Mittels des gemessenen Stroms und der Temperatur wird die Sauerstoffkonzentration berechnet.
Elektroden mit Schutzringelektrode zeichnen sich durch eine verkürzte Ansprechzeit aus (Hach Lange).
Elektroden mit saurem Elektrolyten (Hamilton) zeigen eine bessere Stabilität bei Messungen in karbonisierten Medien.
Bestimmung des gelösten Stickstoffs (N2) in karbonisierten und nicht karbonisierten Getränken, die mit N2 versetzt sind, mittels Wärmeleitfähigkeitsmessung
Geeignet zur Bestimmung der Konzentration an gelöstem Stickstoff (N2) in karbonisierten und nicht karbonisierten Getränken die mit N2 versetzt sind.
Mit dem gleichen Messverfahren wie die CO2-Messung mittels Wärmeleitfähigkeitsmessung wird der gelöste Stickstoff in flüssigen Medien bestimmt.
Als Spülgas wird aber CO2 eingesetzt und damit die Verschiebung der Wärmeleitfähigkeit von CO2 zu Stickstoff hin gemessen. Die Wärmeleitfähigkeit wird in einer kleinen Messkammer bestimmt, die wiederum durch eine semipermeable Membran vom Messgut getrennt ist. Mit der Diffusion durch die Membran ändert sich die Wärmeleitfähigkeit in der Messkammer.

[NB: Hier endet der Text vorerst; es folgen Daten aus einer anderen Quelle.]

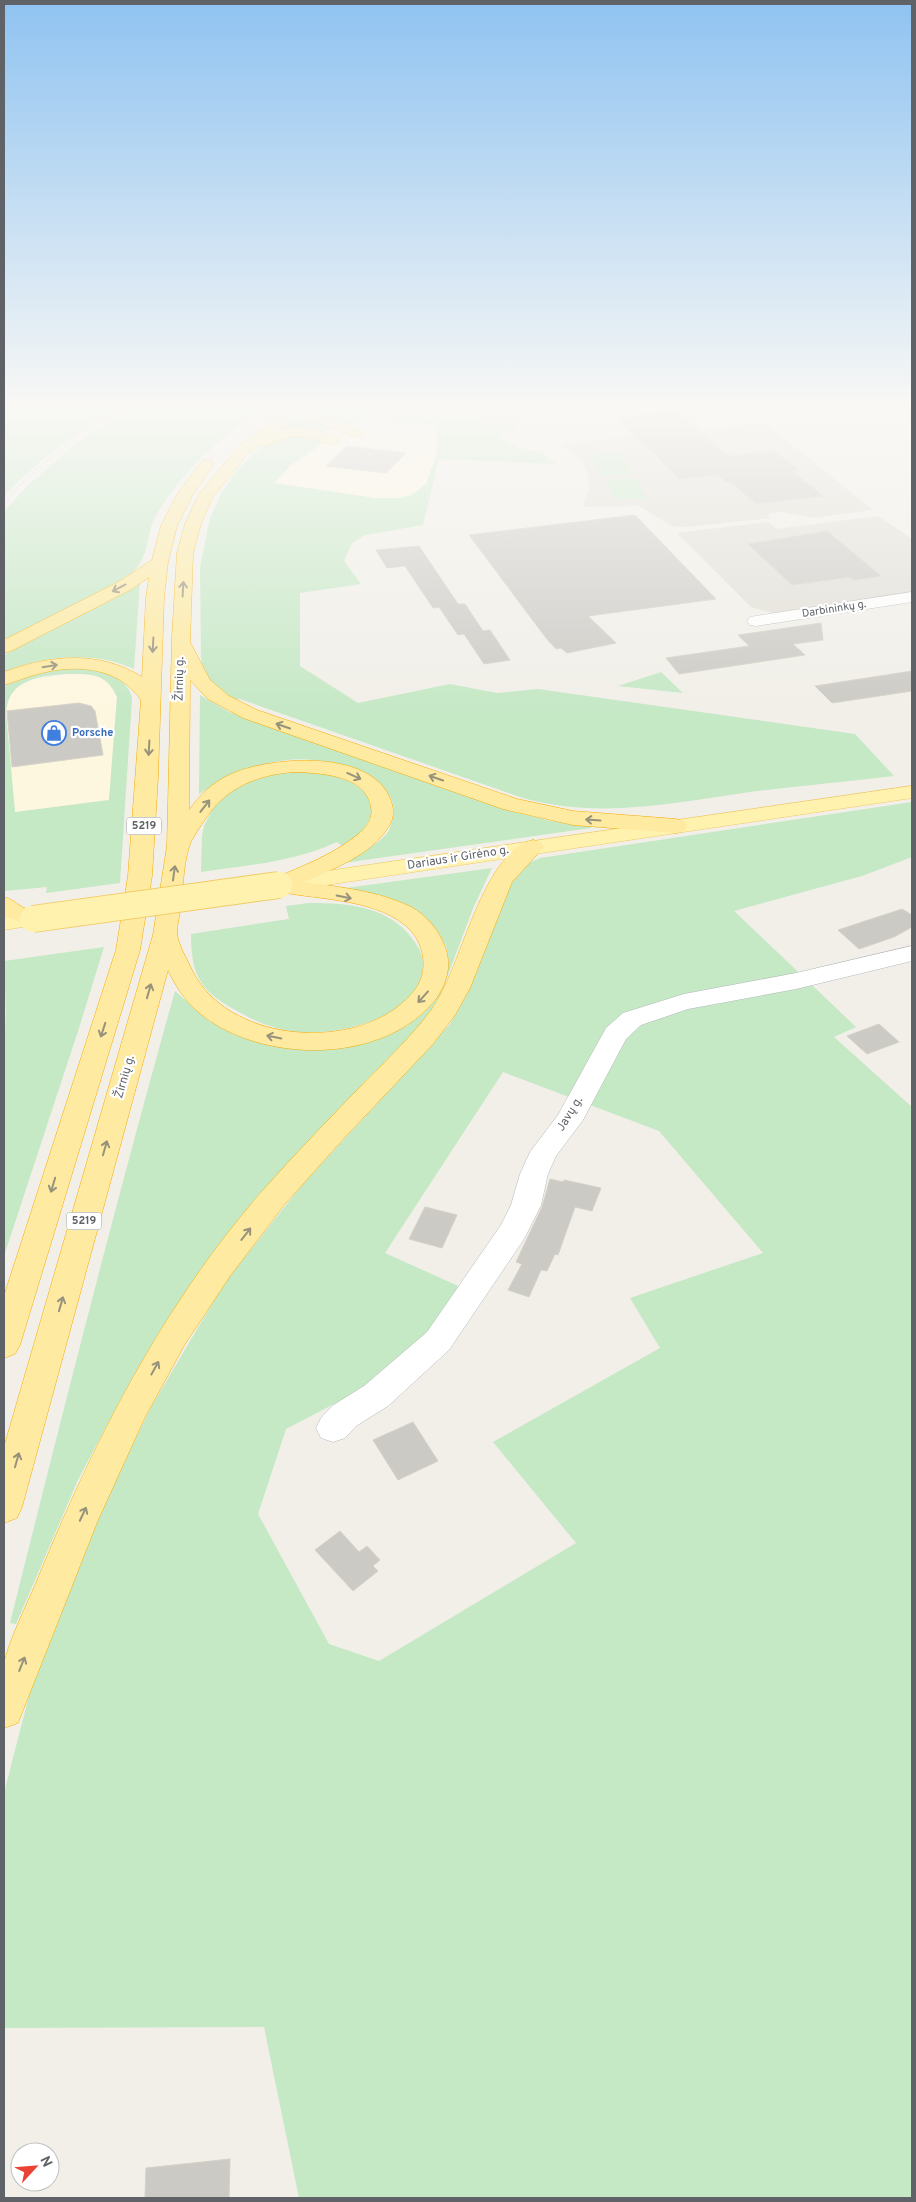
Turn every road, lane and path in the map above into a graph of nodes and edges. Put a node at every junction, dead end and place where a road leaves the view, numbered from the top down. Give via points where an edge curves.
1 (178, 508) edge
2 (200, 508) edge
3 (160, 562) junction
4 (912, 597) edge
5 (756, 621) dead end
6 (181, 637) junction
7 (4, 647) edge
8 (4, 679) edge
9 (151, 700) junction
10 (912, 792) edge
11 (676, 826) junction
12 (178, 846) junction
13 (533, 847) junction
14 (279, 885) junction
15 (4, 904) edge
16 (33, 919) junction
17 (4, 924) edge
18 (165, 935) junction
19 (912, 954) edge
20 (4, 1345) edge
21 (333, 1428) dead end
22 (4, 1507) edge
23 (4, 1710) edge

1 - 3 highway, 5219 via 169,526
6 -> 2 highway, 5219 via 185,554
3 -> 7 highway via 126,585
3 -> 9 highway, 5219
4 - 5 street, Darbininkų g.
11 -> 6 highway via 542,813 250,714 228,705 208,690 198,678
6 - 12 highway, Žirnių g. / 5219
8 -> 9 highway via 38,668 82,663 126,675 138,683
9 -> 20 highway, 5219 via 140,876 128,950
10 - 11 main road, Dariaus ir Girėno g.
11 - 13 main road, Dariaus ir Girėno g.
12 -> 14 highway via 218,790 254,772 282,767 326,768 363,780 376,791 382,800 383,815 373,832 352,848
18 -> 12 highway, Žirnių g. / 5219
13 - 14 main road, Dariaus ir Girėno g.
23 -> 13 highway via 80,1520 131,1410 174,1335 219,1268 274,1197 424,1038 446,1009 500,882
14 - 16 main road, Dariaus ir Girėno g., bridge
14 -> 18 highway via 375,902 403,912 423,928 432,942 437,958 431,988 406,1014 365,1034 314,1041 264,1035 239,1025 197,996 181,974
15 - 16 highway via 15,913
16 - 17 main road, Dariaus ir Girėno g.
22 -> 18 highway, Žirnių g. / 5219
19 - 21 street, Javų g. via 796,981 684,1002 632,1019 615,1034 569,1120 544,1152 526,1205 513,1231 438,1341 376,1396 344,1416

Das Gasvolumen in der Messkammer wird in Zyklen von 10–20 s vollständig ausgetauscht. Die Änderungen der Wärmeleitfähigkeit über die Zeit sind ein Maß der Diffusion von N2 durch die Membran, wodurch sich die Konzentration im Messmedium unter Berücksichtigung der Temperatur berechnen lässt.
Die Berechnung der N2‑Konzentration ergibt sich, unter Berücksichtigung der Temperatur, aus der Veränderung der Wärmeleitfähigkeit in der Messkammer. Auf diese Art kann Stickstoff auch bei Anwesenheit von CO2 gemessen werden.
Da Sauerstoff eine ähnliche Wärmeleitfähigkeit hat wie Stickstoff, muss unter Umständen über den zweiten Kanal eine zusätzliche Kompensation durchgeführt werden [1].